开源论坛软件 NodeBB 中存在多个严重漏洞

 聚焦源代码安全，网罗国内外最新资讯！

编译：代码卫士

NodeBB 是一款基于 JavaScript 的论坛软件，在GitHub 上已获得1.2万个star。SonarSource公司的研究员从中找到了3个漏洞，如遭利用可导致在底层服务器上执行远程代码。

这三个漏洞是一个路径遍历漏洞、一个跨站点脚本 (XSS) 缺陷和一个认证绕过漏洞。

路径遍历漏洞 (CVE-2021-43788) 可使用户访问预期语言/目录中的JSON文件，并使攻击者泄露潜在敏感文件如 NodeBB 配置或导出含有个人可识别信息的用户资料。

XSS 漏洞 (CVE-2021-43787) 可被攻击者用于接管用户账户，包括管理员账户在内。用户仅需访问恶意用户的资料或论坛帖子，即可导致账户遭劫持。

认证绕过漏洞 (CVE-2021-43786) 可导致攻击者仅使用单个请求即可在服务器上直接执行命令。发现这些漏洞的研究员 Paul Gerste 指出，不管 NodeBB 的配置如何且无需攻击者具有账户，该漏洞即可遭滥用，“使未修复实例尤其危险”。

Gerste 表示，“认证绕过漏洞值得关注，因为它可造成严重影响，是由 JavaScript 中的一个细节触发的。这个细节易被忽视，且仅涉及基本的 JavaScript 语法，因此不知道JavaScript 某些如此简单却可导致如此严重影响细节的开发人员可能会感到惊讶。”

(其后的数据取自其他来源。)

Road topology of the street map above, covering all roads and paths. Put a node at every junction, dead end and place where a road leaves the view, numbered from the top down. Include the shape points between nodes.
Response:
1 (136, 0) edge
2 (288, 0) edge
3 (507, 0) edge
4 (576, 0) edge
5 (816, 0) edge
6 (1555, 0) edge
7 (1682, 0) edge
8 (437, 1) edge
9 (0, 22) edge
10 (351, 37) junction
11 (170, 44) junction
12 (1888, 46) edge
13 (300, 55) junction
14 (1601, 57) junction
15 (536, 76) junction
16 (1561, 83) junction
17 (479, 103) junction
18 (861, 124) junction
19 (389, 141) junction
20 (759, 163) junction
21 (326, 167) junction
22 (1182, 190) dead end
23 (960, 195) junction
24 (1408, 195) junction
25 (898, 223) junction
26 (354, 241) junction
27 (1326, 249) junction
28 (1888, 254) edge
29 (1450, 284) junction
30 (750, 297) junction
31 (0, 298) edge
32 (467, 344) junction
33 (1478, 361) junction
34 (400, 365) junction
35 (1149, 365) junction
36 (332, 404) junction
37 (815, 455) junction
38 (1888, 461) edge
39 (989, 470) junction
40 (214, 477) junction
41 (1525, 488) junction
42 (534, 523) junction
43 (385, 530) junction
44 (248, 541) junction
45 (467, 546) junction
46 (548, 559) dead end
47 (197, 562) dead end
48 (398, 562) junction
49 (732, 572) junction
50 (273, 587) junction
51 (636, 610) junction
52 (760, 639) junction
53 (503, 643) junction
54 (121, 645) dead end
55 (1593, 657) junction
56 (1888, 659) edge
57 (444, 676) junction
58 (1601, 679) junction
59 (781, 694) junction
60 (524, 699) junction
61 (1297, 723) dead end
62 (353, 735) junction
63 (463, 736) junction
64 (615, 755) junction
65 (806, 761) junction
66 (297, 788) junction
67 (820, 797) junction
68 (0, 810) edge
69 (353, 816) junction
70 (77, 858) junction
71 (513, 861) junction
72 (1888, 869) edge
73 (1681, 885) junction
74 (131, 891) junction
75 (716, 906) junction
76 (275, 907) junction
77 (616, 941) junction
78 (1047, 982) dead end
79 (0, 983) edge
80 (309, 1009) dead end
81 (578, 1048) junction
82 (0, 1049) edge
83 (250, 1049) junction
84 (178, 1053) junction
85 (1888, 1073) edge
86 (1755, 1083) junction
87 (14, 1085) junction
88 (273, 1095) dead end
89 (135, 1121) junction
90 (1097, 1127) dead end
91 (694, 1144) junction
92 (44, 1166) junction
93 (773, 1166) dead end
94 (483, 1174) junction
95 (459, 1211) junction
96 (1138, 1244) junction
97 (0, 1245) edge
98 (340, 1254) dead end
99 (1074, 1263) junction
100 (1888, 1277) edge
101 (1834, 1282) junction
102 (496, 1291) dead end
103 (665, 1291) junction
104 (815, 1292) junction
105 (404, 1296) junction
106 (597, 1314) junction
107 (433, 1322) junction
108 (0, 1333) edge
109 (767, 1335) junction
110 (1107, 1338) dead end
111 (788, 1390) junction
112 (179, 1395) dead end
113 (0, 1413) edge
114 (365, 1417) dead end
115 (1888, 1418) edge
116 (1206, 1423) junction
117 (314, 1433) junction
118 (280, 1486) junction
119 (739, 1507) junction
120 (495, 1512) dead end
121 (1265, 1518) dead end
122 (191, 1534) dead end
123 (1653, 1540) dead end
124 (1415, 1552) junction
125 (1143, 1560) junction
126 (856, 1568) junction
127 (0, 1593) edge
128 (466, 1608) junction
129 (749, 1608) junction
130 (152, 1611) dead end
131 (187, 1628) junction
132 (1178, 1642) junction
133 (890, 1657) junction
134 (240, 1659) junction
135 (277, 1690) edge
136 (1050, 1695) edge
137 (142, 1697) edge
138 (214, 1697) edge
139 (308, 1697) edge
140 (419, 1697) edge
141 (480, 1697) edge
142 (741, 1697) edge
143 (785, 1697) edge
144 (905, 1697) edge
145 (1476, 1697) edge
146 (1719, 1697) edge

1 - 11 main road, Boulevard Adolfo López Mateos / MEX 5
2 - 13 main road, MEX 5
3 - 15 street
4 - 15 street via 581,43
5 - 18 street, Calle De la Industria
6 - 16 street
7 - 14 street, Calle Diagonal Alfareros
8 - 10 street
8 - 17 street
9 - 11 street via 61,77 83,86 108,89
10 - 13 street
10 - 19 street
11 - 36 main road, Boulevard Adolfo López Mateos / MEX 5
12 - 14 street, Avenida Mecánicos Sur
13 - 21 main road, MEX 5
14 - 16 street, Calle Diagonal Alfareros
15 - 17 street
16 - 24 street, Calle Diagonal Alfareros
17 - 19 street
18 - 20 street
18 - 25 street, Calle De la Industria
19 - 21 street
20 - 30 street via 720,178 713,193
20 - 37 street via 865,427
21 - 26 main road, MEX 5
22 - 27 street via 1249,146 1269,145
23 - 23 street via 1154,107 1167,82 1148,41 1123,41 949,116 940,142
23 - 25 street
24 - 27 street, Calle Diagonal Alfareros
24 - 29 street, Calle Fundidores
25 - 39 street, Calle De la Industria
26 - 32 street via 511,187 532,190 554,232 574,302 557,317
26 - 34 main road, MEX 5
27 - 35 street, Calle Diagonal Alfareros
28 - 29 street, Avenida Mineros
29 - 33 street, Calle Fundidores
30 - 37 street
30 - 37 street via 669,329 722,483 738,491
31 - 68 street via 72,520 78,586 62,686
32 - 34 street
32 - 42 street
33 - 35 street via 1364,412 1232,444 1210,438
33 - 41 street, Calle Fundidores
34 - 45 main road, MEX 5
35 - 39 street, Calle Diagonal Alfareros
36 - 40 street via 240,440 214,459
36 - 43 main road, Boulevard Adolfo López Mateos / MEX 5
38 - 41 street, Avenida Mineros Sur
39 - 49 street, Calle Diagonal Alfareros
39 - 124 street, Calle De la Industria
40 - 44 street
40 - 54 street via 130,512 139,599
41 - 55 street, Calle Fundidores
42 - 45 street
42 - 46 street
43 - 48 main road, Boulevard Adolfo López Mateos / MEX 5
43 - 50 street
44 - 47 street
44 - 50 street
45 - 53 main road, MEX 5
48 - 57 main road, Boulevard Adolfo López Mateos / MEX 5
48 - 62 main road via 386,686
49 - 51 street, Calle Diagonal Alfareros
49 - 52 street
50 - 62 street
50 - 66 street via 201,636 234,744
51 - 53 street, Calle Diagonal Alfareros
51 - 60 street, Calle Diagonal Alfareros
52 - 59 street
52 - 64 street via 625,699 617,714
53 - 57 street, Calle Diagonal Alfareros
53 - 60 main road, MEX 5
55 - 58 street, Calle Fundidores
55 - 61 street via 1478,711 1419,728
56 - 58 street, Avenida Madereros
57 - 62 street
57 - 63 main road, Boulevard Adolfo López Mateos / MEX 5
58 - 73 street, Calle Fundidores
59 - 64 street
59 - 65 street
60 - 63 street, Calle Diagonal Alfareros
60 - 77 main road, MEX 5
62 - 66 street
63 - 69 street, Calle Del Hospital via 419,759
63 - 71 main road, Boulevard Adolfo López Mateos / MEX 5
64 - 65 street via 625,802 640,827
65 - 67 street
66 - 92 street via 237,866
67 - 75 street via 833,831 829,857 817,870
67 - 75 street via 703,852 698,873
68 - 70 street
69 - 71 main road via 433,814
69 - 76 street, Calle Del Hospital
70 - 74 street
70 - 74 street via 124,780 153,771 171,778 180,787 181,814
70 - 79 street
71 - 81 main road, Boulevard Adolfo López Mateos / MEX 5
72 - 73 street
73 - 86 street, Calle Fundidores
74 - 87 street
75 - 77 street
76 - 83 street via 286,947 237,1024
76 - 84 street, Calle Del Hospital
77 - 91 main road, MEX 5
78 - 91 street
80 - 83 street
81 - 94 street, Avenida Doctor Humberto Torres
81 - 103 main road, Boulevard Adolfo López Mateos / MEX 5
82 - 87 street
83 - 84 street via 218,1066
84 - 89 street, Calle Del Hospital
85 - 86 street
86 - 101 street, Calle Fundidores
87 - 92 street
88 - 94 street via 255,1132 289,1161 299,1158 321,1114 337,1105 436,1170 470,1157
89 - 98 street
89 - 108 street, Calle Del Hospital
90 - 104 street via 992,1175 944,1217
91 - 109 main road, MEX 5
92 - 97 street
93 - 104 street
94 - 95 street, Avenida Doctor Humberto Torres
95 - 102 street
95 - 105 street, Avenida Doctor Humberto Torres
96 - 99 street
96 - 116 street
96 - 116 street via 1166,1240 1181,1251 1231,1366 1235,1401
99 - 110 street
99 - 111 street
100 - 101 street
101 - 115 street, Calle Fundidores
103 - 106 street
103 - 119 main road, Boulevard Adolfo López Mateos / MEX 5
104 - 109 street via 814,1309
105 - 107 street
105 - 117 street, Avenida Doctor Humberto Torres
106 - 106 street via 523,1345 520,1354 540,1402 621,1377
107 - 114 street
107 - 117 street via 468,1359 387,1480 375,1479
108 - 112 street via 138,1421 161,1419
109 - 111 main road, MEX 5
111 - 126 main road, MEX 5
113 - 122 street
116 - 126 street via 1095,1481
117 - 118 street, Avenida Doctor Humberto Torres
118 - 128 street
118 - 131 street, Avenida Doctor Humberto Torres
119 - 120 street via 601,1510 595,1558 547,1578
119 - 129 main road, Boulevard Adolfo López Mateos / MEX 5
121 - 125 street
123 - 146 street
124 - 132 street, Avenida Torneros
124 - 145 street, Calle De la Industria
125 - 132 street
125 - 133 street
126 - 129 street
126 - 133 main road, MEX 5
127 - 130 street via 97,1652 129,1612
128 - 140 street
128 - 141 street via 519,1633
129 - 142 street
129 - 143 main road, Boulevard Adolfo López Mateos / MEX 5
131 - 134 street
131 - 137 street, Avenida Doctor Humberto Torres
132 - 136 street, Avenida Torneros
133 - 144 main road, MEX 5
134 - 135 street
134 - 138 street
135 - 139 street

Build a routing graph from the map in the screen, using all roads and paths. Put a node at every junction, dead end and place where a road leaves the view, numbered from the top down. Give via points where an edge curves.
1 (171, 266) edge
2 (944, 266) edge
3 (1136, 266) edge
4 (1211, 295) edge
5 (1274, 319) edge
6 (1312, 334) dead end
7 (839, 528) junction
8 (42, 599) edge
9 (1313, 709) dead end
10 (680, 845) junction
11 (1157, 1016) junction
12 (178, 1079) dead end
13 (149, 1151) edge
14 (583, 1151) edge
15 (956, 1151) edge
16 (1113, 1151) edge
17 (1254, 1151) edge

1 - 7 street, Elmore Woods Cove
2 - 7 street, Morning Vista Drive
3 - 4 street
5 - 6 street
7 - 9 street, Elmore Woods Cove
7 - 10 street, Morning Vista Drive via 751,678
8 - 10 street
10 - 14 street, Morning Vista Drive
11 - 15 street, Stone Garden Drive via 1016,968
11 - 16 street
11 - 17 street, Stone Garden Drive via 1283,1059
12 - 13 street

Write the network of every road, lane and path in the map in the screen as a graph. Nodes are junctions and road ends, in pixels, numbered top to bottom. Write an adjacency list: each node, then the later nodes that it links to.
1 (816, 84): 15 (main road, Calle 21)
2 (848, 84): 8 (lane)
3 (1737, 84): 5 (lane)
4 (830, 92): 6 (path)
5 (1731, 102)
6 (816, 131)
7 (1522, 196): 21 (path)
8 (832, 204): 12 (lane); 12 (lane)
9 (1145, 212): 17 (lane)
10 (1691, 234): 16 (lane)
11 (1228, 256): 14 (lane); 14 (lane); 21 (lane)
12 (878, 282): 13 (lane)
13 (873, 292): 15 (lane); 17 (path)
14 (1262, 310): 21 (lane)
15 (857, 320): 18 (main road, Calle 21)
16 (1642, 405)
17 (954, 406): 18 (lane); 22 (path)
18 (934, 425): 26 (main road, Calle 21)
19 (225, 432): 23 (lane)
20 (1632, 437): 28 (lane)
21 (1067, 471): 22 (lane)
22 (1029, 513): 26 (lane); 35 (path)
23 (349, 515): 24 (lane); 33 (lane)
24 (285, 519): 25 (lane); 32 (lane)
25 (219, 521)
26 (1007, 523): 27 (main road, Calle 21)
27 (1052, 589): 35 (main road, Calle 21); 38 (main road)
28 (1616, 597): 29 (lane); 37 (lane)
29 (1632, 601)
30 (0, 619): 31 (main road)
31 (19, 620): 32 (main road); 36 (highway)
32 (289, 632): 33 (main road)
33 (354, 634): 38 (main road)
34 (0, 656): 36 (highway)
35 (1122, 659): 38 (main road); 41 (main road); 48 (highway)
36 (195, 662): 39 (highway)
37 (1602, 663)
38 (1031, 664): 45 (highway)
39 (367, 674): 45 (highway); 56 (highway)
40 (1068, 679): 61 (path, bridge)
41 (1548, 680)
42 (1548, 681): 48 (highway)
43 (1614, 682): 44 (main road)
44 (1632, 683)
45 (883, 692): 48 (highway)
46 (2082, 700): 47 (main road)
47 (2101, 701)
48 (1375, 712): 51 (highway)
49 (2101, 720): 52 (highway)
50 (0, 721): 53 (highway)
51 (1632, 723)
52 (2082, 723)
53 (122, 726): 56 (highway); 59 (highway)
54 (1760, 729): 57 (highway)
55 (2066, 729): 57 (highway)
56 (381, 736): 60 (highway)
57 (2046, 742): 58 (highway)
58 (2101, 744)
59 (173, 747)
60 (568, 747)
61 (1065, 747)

组合利用这三个漏洞可导致 NodeBB 服务器上出现RCE后果，不管其配置如何。很重要的一点是，无需 NodeBB 账户或任何信息即可实现这个目标，意味着攻击者可直接攻击可从互联网找到的任意实例。

这些漏洞已在最新版本中修复。建议用户至少升级至 1.18.5。

Gerste 指出，漏洞披露“非常顺利，没有遇到任何问题。”他表示，“NodeBB设立了漏洞奖励计划，提供了漏洞提交方式。维护人员从一开始就严肃认真地对待我们的咨询并在收到漏洞报告的48小时内迅速推出修复方案。“

研究员为此获得1536美元的奖励。